There are three main problems with this approach. First, before the government can publish what is in effect a spending review, it needs to know what the aim is. What is its priority? What kind of state is it trying to shape?
The next danger of going at such a pace is unintended consequences. There is no time to test ideas out or to consider the second-order effects. One veteran of the 2010s points out that George Osborne cut local government spending right back because he saw figures showing that councils were sitting on huge cash reserves. Only later did he find out this was an overall figure and did not factor in how cash-strapped many individual councils were. So, his cuts had a far more dramatic effect in some regions than others: an unfairness that was not intended. How many more such effects will there be as a result of rushing through a budget at such speed?
Then, take immigration. The government is trying to rush through a more liberal policy so the OBR can reflect it in its forecasts. More people arriving means more economic activity. If Hunt can tell the OBR he’s keeping net inflows of migration at about 200,000 a year, the hope is that it reduces the size of the pounds 72 billion black hole by about 15 per cent. This is what led to the clash between Downing Street and the former home secretary Suella Braverman, who had spoken about going back to a migration target of tens of thousands, and which eventually led to her resignation (ostensibly for sending details of the policy to a Tory MP who is not a minister).
Yet perhaps the biggest risk is that operating at such a pace means the policies won’t stick. What will be announced on Halloween will inevitably include some horrors. Hunt has been clear he will have to announce tax rises and spending cuts – the most politically unpalatable pairing. The danger is that this package reassures the markets – and is then unpicked by Tory MPs in the following weeks and months. This is what could freak out the markets afresh.
With Kwasi Kwarteng’s mini-budget measures junked and the markets now calmer, it would be better to push such decisions back until a full budget in late November.
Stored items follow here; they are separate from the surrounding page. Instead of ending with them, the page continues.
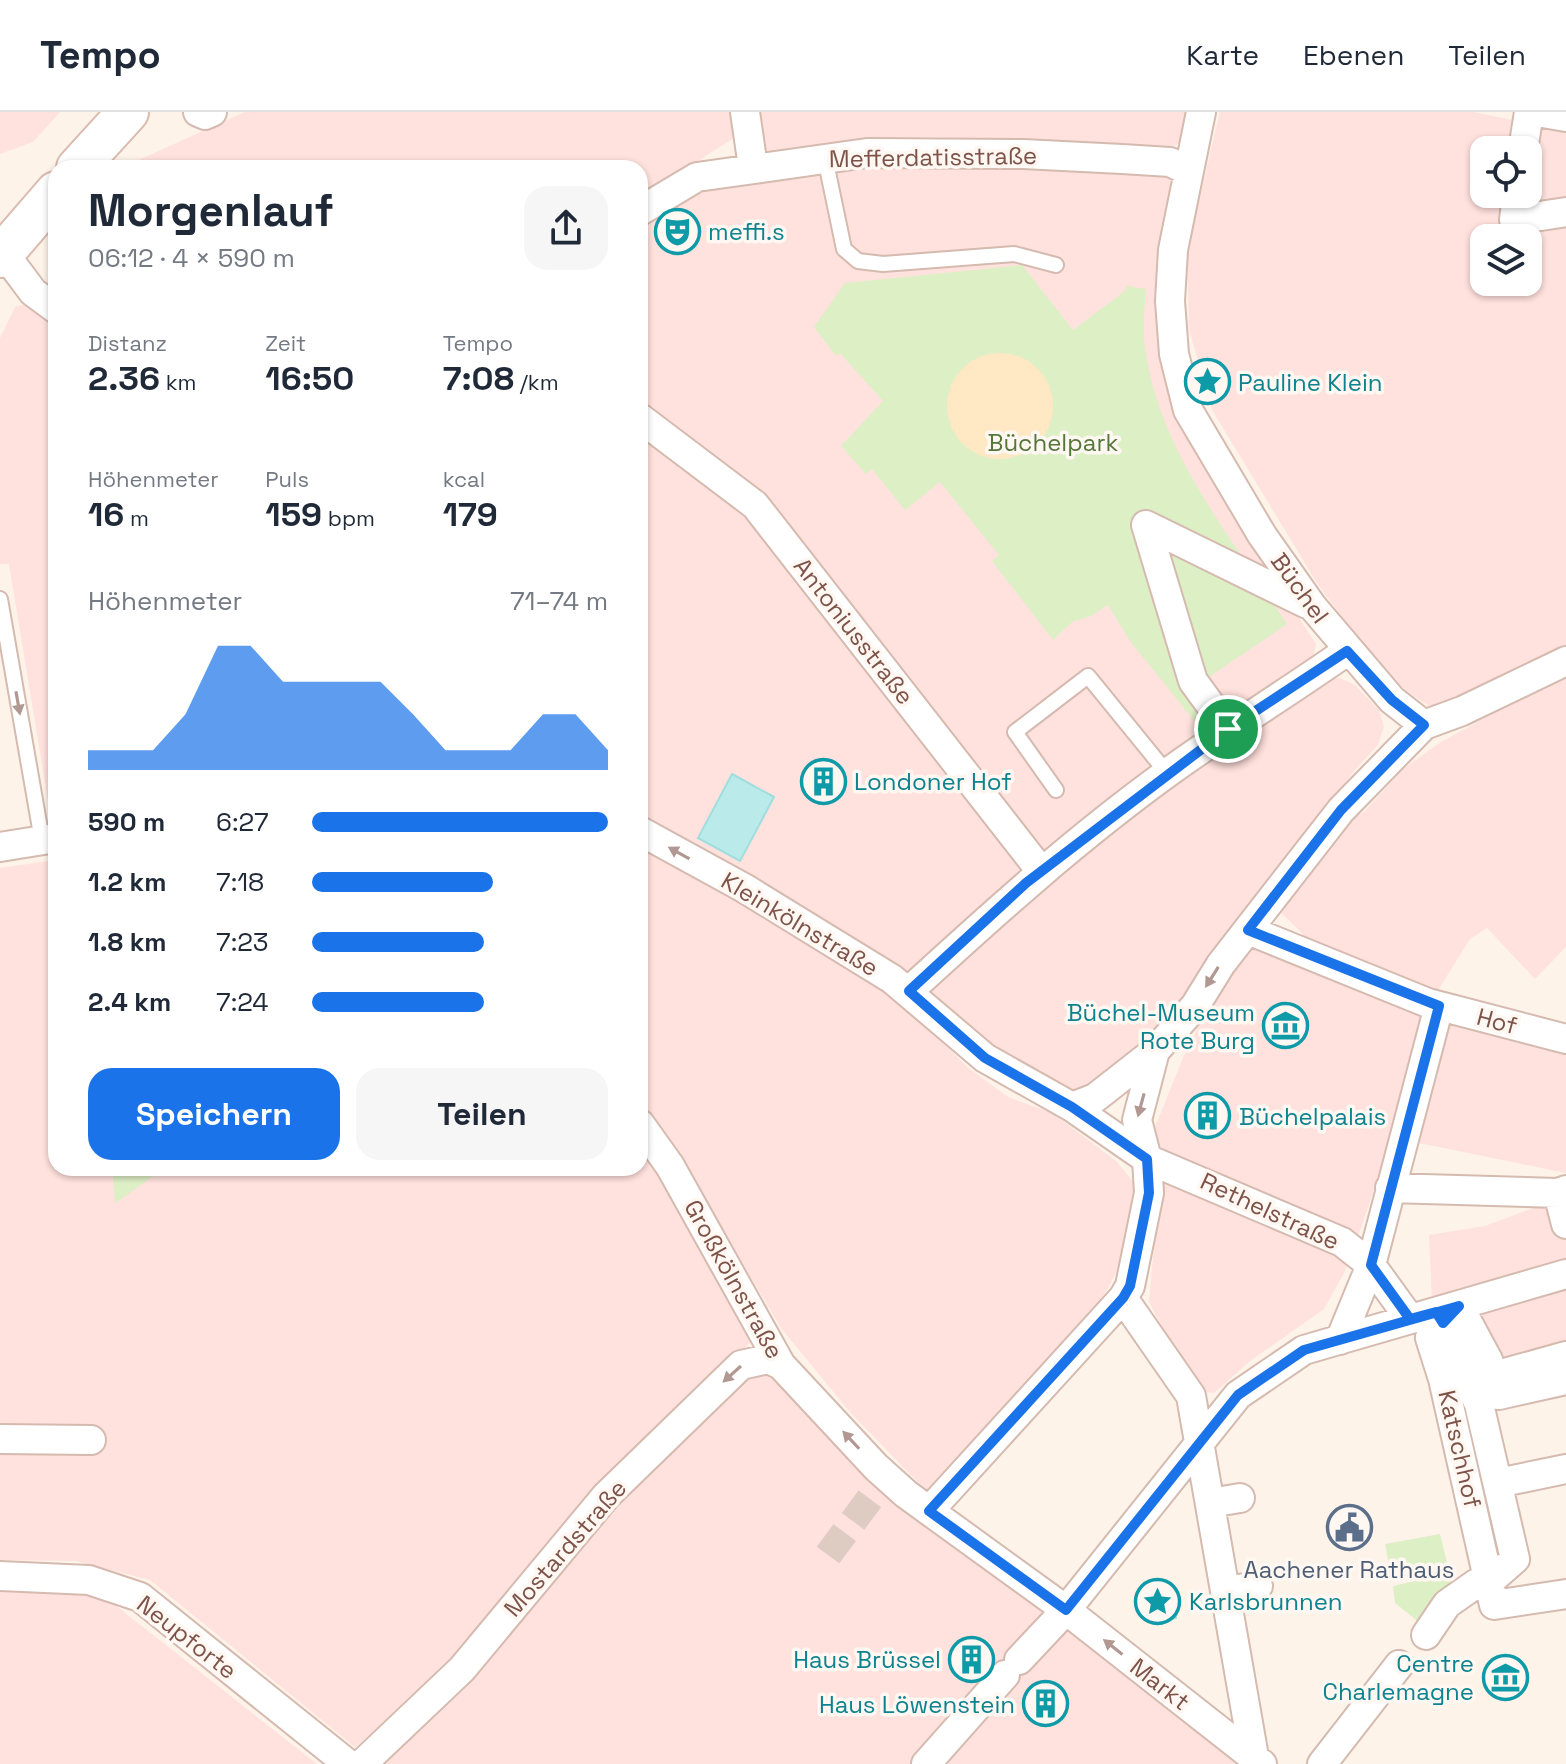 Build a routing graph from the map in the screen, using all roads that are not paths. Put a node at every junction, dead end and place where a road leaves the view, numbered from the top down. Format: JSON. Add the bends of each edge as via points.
{"nodes":[{"id":1,"x":128,"y":112,"type":"edge"},
{"id":2,"x":198,"y":112,"type":"edge"},
{"id":3,"x":212,"y":112,"type":"edge"},
{"id":4,"x":745,"y":112,"type":"edge"},
{"id":5,"x":1201,"y":112,"type":"edge"},
{"id":6,"x":1529,"y":112,"type":"edge"},
{"id":7,"x":1537,"y":112,"type":"edge"},
{"id":8,"x":1566,"y":117,"type":"edge"},
{"id":9,"x":1525,"y":136,"type":"edge"},
{"id":10,"x":825,"y":158,"type":"junction"},
{"id":11,"x":84,"y":160,"type":"edge"},
{"id":12,"x":753,"y":167,"type":"junction"},
{"id":13,"x":1187,"y":170,"type":"junction"},
{"id":14,"x":48,"y":201,"type":"edge"},
{"id":15,"x":648,"y":206,"type":"edge"},
{"id":16,"x":1515,"y":208,"type":"edge"},
{"id":17,"x":1566,"y":212,"type":"edge"},
{"id":18,"x":1,"y":252,"type":"edge"},
{"id":19,"x":1056,"y":265,"type":"dead end"},
{"id":20,"x":48,"y":303,"type":"edge"},
{"id":21,"x":648,"y":424,"type":"edge"},
{"id":22,"x":0,"y":599,"type":"edge"},
{"id":23,"x":1312,"y":606,"type":"junction"},
{"id":24,"x":1347,"y":651,"type":"junction"},
{"id":25,"x":1566,"y":661,"type":"edge"},
{"id":26,"x":1424,"y":725,"type":"junction"},
{"id":27,"x":1228,"y":729,"type":"junction"},
{"id":28,"x":1167,"y":773,"type":"junction"},
{"id":29,"x":1056,"y":790,"type":"dead end"},
{"id":30,"x":48,"y":834,"type":"edge"},
{"id":31,"x":648,"y":835,"type":"edge"},
{"id":32,"x":48,"y":839,"type":"edge"},
{"id":33,"x":0,"y":847,"type":"edge"},
{"id":34,"x":1041,"y":871,"type":"junction"},
{"id":35,"x":1248,"y":930,"type":"junction"},
{"id":36,"x":909,"y":991,"type":"junction"},
{"id":37,"x":1434,"y":1004,"type":"junction"},
{"id":38,"x":1566,"y":1039,"type":"edge"},
{"id":39,"x":1155,"y":1051,"type":"junction"},
{"id":40,"x":1072,"y":1107,"type":"junction"},
{"id":41,"x":648,"y":1135,"type":"edge"},
{"id":42,"x":1147,"y":1159,"type":"junction"},
{"id":43,"x":1390,"y":1188,"type":"junction"},
{"id":44,"x":1562,"y":1191,"type":"edge"},
{"id":45,"x":1566,"y":1224,"type":"edge"},
{"id":46,"x":1371,"y":1265,"type":"junction"},
{"id":47,"x":1566,"y":1274,"type":"edge"},
{"id":48,"x":1126,"y":1292,"type":"junction"},
{"id":49,"x":1437,"y":1315,"type":"junction"},
{"id":50,"x":1340,"y":1340,"type":"junction"},
{"id":51,"x":1566,"y":1356,"type":"edge"},
{"id":52,"x":781,"y":1365,"type":"junction"},
{"id":53,"x":1482,"y":1378,"type":"junction"},
{"id":54,"x":1566,"y":1380,"type":"edge"},
{"id":55,"x":0,"y":1439,"type":"edge"},
{"id":56,"x":91,"y":1440,"type":"dead end"},
{"id":57,"x":1200,"y":1441,"type":"junction"},
{"id":58,"x":1566,"y":1469,"type":"edge"},
{"id":59,"x":1498,"y":1483,"type":"junction"},
{"id":60,"x":889,"y":1490,"type":"joint"},
{"id":61,"x":1240,"y":1498,"type":"dead end"},
{"id":62,"x":1210,"y":1503,"type":"junction"},
{"id":63,"x":929,"y":1511,"type":"junction"},
{"id":64,"x":0,"y":1576,"type":"edge"},
{"id":65,"x":1483,"y":1582,"type":"junction"},
{"id":66,"x":1258,"y":1586,"type":"dead end"},
{"id":67,"x":1225,"y":1591,"type":"junction"},
{"id":68,"x":1566,"y":1594,"type":"edge"},
{"id":69,"x":1066,"y":1610,"type":"junction"},
{"id":70,"x":1426,"y":1635,"type":"dead end"},
{"id":71,"x":1399,"y":1665,"type":"dead end"},
{"id":72,"x":1258,"y":1761,"type":"edge"},
{"id":73,"x":348,"y":1764,"type":"edge"},
{"id":74,"x":362,"y":1764,"type":"edge"},
{"id":75,"x":926,"y":1764,"type":"edge"},
{"id":76,"x":1322,"y":1764,"type":"edge"}],
"edges":[{"from":1,"to":11,"type":"street"},
{"from":2,"to":3,"type":"street"},
{"from":4,"to":12,"type":"street"},
{"from":5,"to":13,"type":"street","name":"Büchel"},
{"from":6,"to":9,"type":"street"},
{"from":7,"to":8,"type":"street"},
{"from":10,"to":12,"type":"street","name":"Mefferdatisstraße"},
{"from":10,"to":13,"type":"street","name":"Mefferdatisstraße","via":[[916,152],[1023,154],[1170,162]]},
{"from":10,"to":19,"type":"lane","via":[[844,249],[858,261],[883,264],[1014,254]]},
{"from":12,"to":15,"type":"street","name":"Mefferdatisstraße","via":[[697,177]]},
{"from":13,"to":23,"type":"street","name":"Büchel","via":[[1170,301],[1174,354],[1188,410],[1262,535]]},
{"from":14,"to":18,"type":"street"},
{"from":16,"to":17,"type":"street","via":[[1514,220]]},
{"from":18,"to":20,"type":"street"},
{"from":21,"to":34,"type":"street","name":"Antoniusstraße","via":[[755,505]]},
{"from":22,"to":30,"type":"lane","one_way":true},
{"from":23,"to":24,"type":"street","name":"Büchel"},
{"from":23,"to":27,"type":"street","via":[[1146,525],[1193,681]]},
{"from":24,"to":26,"type":"street","name":"Büchel","via":[[1392,700]]},
{"from":24,"to":27,"type":"street"},
{"from":25,"to":26,"type":"street"},
{"from":26,"to":35,"type":"street","via":[[1341,810]]},
{"from":27,"to":28,"type":"street"},
{"from":28,"to":29,"type":"lane","via":[[1088,676],[1015,732]]},
{"from":28,"to":34,"type":"street"},
{"from":36,"to":31,"type":"street","name":"Kleinkölnstraße","one_way":true},
{"from":32,"to":33,"type":"street"},
{"from":34,"to":36,"type":"street"},
{"from":35,"to":37,"type":"street","name":"Hof"},
{"from":35,"to":39,"type":"street","one_way":true,"via":[[1195,1006]]},
{"from":36,"to":40,"type":"street","name":"Kleinkölnstraße","via":[[985,1058]]},
{"from":37,"to":38,"type":"street","name":"Hof"},
{"from":37,"to":43,"type":"street"},
{"from":39,"to":40,"type":"street","via":[[1095,1098]]},
{"from":39,"to":42,"type":"street","one_way":true,"via":[[1137,1120]]},
{"from":40,"to":42,"type":"street"},
{"from":41,"to":52,"type":"street","name":"Großkölnstraße"},
{"from":42,"to":46,"type":"street","name":"Rethelstraße","via":[[1342,1242]]},
{"from":42,"to":48,"type":"street","via":[[1149,1193]]},
{"from":43,"to":44,"type":"street"},
{"from":43,"to":46,"type":"street"},
{"from":44,"to":45,"type":"street"},
{"from":46,"to":49,"type":"street","name":"Rethelstraße"},
{"from":46,"to":50,"type":"street"},
{"from":47,"to":49,"type":"street"},
{"from":48,"to":57,"type":"street","name":"Markt","via":[[1191,1396]]},
{"from":48,"to":63,"type":"street"},
{"from":49,"to":50,"type":"street"},
{"from":49,"to":53,"type":"street","name":"Katschhof"},
{"from":49,"to":65,"type":"street","name":"Katschhof","via":[[1430,1338],[1443,1379]]},
{"from":50,"to":57,"type":"street","via":[[1304,1350],[1238,1395]]},
{"from":51,"to":53,"type":"street","name":"Katschhof"},
{"from":60,"to":52,"type":"street","name":"Großkölnstraße","one_way":true},
{"from":52,"to":74,"type":"street","name":"Mostardstraße","one_way":true,"via":[[768,1359],[741,1365],[692,1411],[606,1496],[462,1669]]},
{"from":53,"to":54,"type":"street","name":"Katschhof","via":[[1499,1395]]},
{"from":53,"to":59,"type":"street","name":"Katschhof"},
{"from":55,"to":56,"type":"street"},
{"from":57,"to":62,"type":"street","name":"Markt"},
{"from":57,"to":69,"type":"street"},
{"from":58,"to":59,"type":"street","name":"Katschhof"},
{"from":59,"to":65,"type":"street","name":"Katschhof","via":[[1515,1559]]},
{"from":60,"to":63,"type":"street","name":"Markt"},
{"from":61,"to":62,"type":"street"},
{"from":62,"to":67,"type":"street","name":"Markt"},
{"from":63,"to":69,"type":"street","name":"Markt"},
{"from":64,"to":73,"type":"street","name":"Neupforte","via":[[89,1580],[140,1597]]},
{"from":65,"to":68,"type":"street","name":"Katschhof","via":[[1494,1605]]},
{"from":65,"to":70,"type":"street","name":"Katschhof","via":[[1447,1604]]},
{"from":66,"to":67,"type":"street"},
{"from":67,"to":72,"type":"street","name":"Markt"},
{"from":72,"to":69,"type":"street","name":"Markt","one_way":true},
{"from":69,"to":75,"type":"street"},
{"from":71,"to":76,"type":"street"}]}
This would give the government an extra three or four weeks to work out what it is trying to achieve with this fiscal statement. It would also give the statement more credibility to know that the new prime minister was fully bound into it.
Before they get to this statement, the Tories have to decide who they want to lead them. This is a decision that is existential for them. The party is currently on course for a worse defeat than even 1997, and if they mess up again they could end up being out of power for a generation.
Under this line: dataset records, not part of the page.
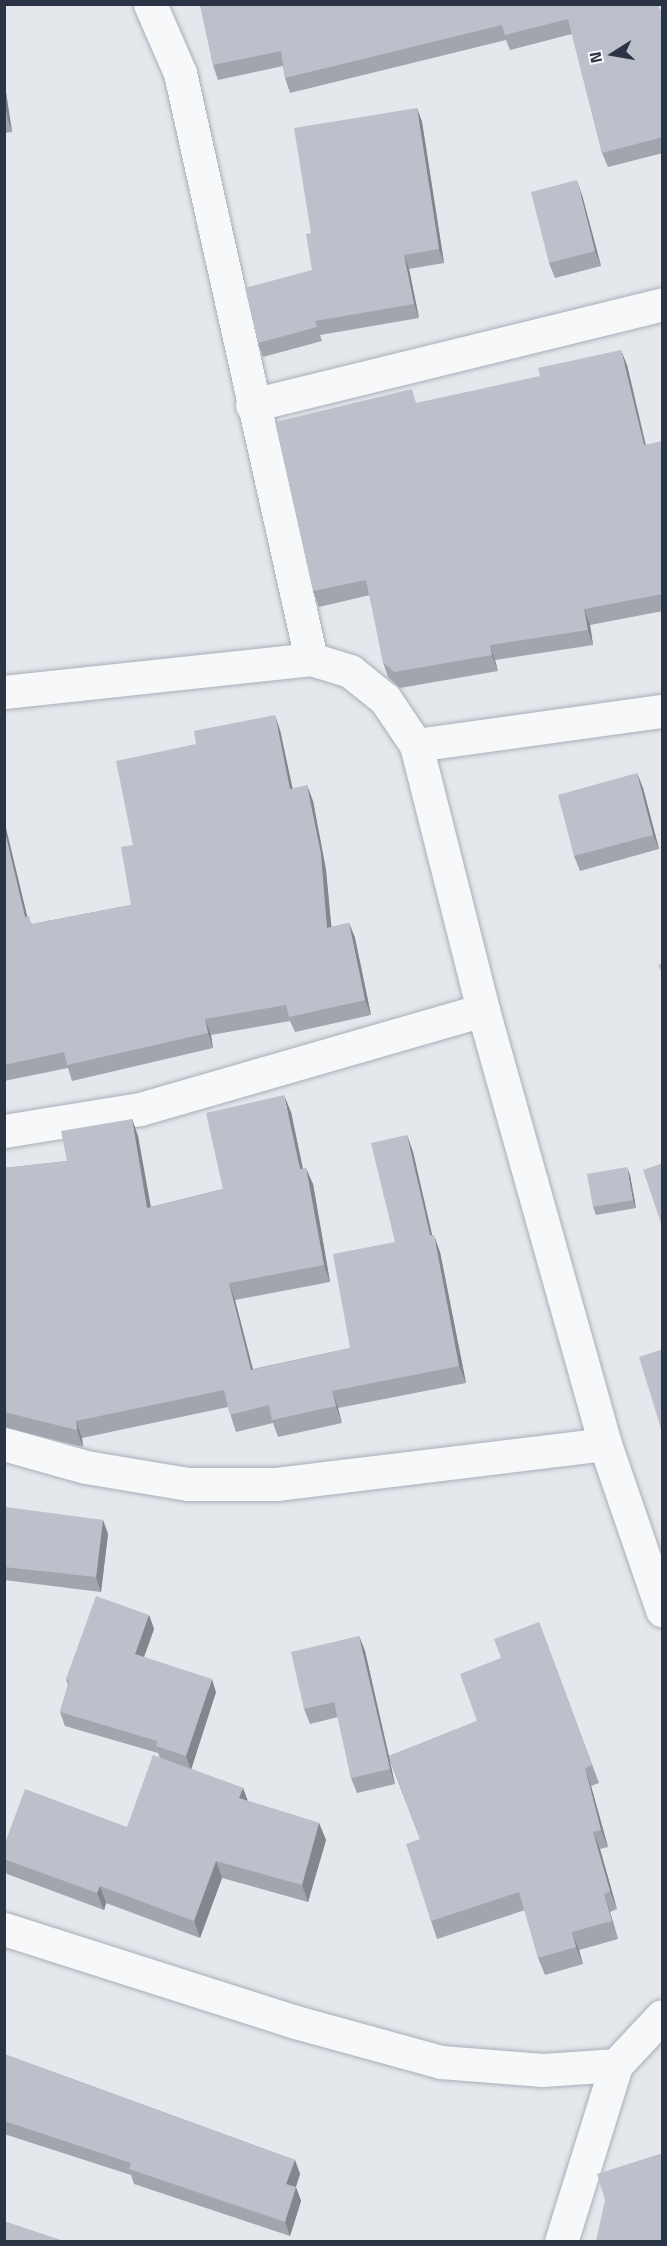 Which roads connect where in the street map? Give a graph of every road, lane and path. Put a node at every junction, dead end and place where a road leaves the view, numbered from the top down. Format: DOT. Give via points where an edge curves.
graph roads {
  1 [pos="150,4"];
  2 [pos="663,304"];
  3 [pos="252,405"];
  4 [pos="311,659"];
  5 [pos="4,692"];
  6 [pos="663,711"];
  7 [pos="416,745"];
  8 [pos="483,1010"];
  9 [pos="4,1131"];
  10 [pos="4,1444"];
  11 [pos="605,1444"];
  12 [pos="656,1563"];
  13 [pos="663,1610"];
  14 [pos="4,1929"];
  15 [pos="663,2016"];
  16 [pos="616,2065"];
  17 [pos="561,2241"];
  1 -- 3 [label="street" via="180,73"];
  2 -- 3 [label="street"];
  3 -- 4 [label="street"];
  4 -- 5 [label="street"];
  4 -- 7 [label="street" via="350,670 385,699"];
  6 -- 7 [label="street"];
  7 -- 8 [label="street"];
  8 -- 9 [label="street" via="140,1109"];
  8 -- 11 [label="street"];
  10 -- 11 [label="street" via="86,1467 188,1484 276,1484"];
  11 -- 12 [label="street"];
  12 -- 13 [label="street"];
  14 -- 16 [label="street" via="292,2021 441,2062 543,2070"];
  15 -- 16 [label="street"];
  16 -- 17 [label="street"];
}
They cannot afford a repeat of what has just happened: bringing in a new leader, relatively unknown to the public, who when things go wrong has no reservoir of public support to fall back on. If that happened again, the clamour for an election would become close to irresistible.
The Tories should also be wary of promises that can’t be delivered. Truss ran for leader deriding the idea of “abacus economics”; that tax and spend should add up. She promised tax cuts but with no apparent means of paying for them. When she put this philosophy into action, and threw in some extra tax cuts too, the markets baulked. So, confidence in the UK was eroded and Hunt has ended up having to impose higher taxes than would otherwise have been necessary.
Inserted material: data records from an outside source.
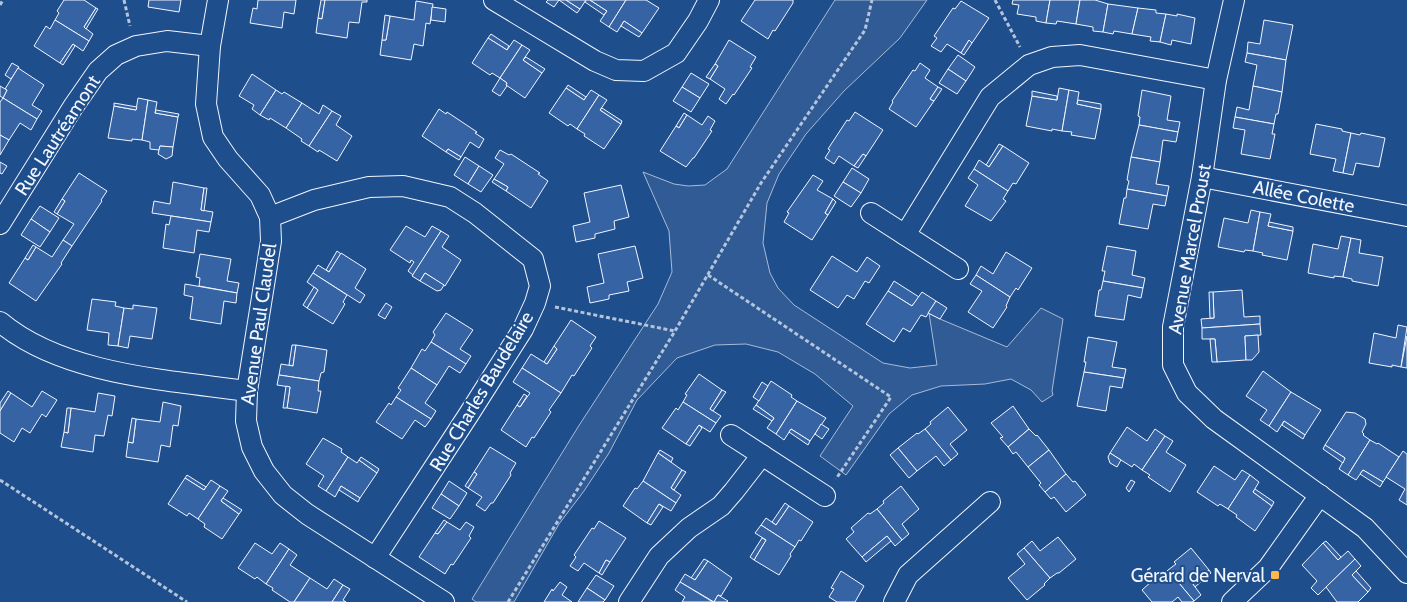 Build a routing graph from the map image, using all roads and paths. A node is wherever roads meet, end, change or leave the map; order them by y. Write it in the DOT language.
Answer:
graph roads {
  1 [pos="3,0"];
  2 [pos="124,0"];
  3 [pos="218,0"];
  4 [pos="494,0"];
  5 [pos="709,0"];
  6 [pos="872,0"];
  7 [pos="995,0"];
  8 [pos="1234,0"];
  9 [pos="0,5"];
  10 [pos="136,46"];
  11 [pos="210,46"];
  12 [pos="1029,65"];
  13 [pos="1216,80"];
  14 [pos="1202,177"];
  15 [pos="871,213"];
  16 [pos="1407,216"];
  17 [pos="270,217"];
  18 [pos="0,224"];
  19 [pos="905,235"];
  20 [pos="958,269"];
  21 [pos="708,275"];
  22 [pos="535,302"];
  23 [pos="0,322"];
  24 [pos="675,331"];
  25 [pos="247,391"];
  26 [pos="731,435"];
  27 [pos="762,455"];
  28 [pos="0,480"];
  29 [pos="1320,495"];
  30 [pos="825,496"];
  31 [pos="990,502"];
  32 [pos="376,558"];
  33 [pos="1407,573"];
  34 [pos="187,602"];
  35 [pos="444,602"];
  36 [pos="508,602"];
  37 [pos="629,602"];
  38 [pos="894,602"];
  39 [pos="1232,602"];
  1 -- 9 [label="path"];
  2 -- 10 [label="path"];
  3 -- 11 [label="street, Avenue Paul Claudel"];
  4 -- 5 [label="street"];
  6 -- 21 [label="path"];
  7 -- 12 [label="path"];
  8 -- 13 [label="street, Avenue Marcel Proust"];
  10 -- 11 [label="street, Rue Lautréamont"];
  10 -- 18 [label="street, Rue Lautréamont"];
  11 -- 17 [label="street, Avenue Paul Claudel"];
  12 -- 13 [label="street"];
  12 -- 19 [label="street"];
  13 -- 14 [label="street, Avenue Marcel Proust"];
  14 -- 16 [label="street, Allée Colette"];
  14 -- 29 [label="street, Avenue Marcel Proust"];
  15 -- 19 [label="street"];
  17 -- 22 [label="street, Rue Charles Baudelaire"];
  17 -- 25 [label="street, Avenue Paul Claudel"];
  19 -- 20 [label="street"];
  21 -- 24 [label="path"];
  21 -- 30 [label="path"];
  22 -- 24 [label="path"];
  22 -- 32 [label="street, Rue Charles Baudelaire"];
  23 -- 25 [label="street"];
  24 -- 36 [label="path"];
  25 -- 32 [label="street, Avenue Paul Claudel"];
  26 -- 27 [label="street"];
  27 -- 30 [label="street"];
  27 -- 37 [label="street"];
  28 -- 34 [label="path"];
  29 -- 33 [label="street, Avenue Marcel Proust"];
  29 -- 39 [label="street"];
  31 -- 38 [label="street"];
  32 -- 35 [label="street, Avenue Paul Claudel"];
}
The Tories’ best hope is to offer a period of serious, sober government. They need to end the drama of the past few months – more slow TV than Netflix rollercoaster. If they can do that, then there is still a route to electoral survival, but they need to show they can adjust to the new economic realities.
We wait to see who the candidates will be. But the Conservatives must remember this time that they are picking not just a party leader but a prime minister too.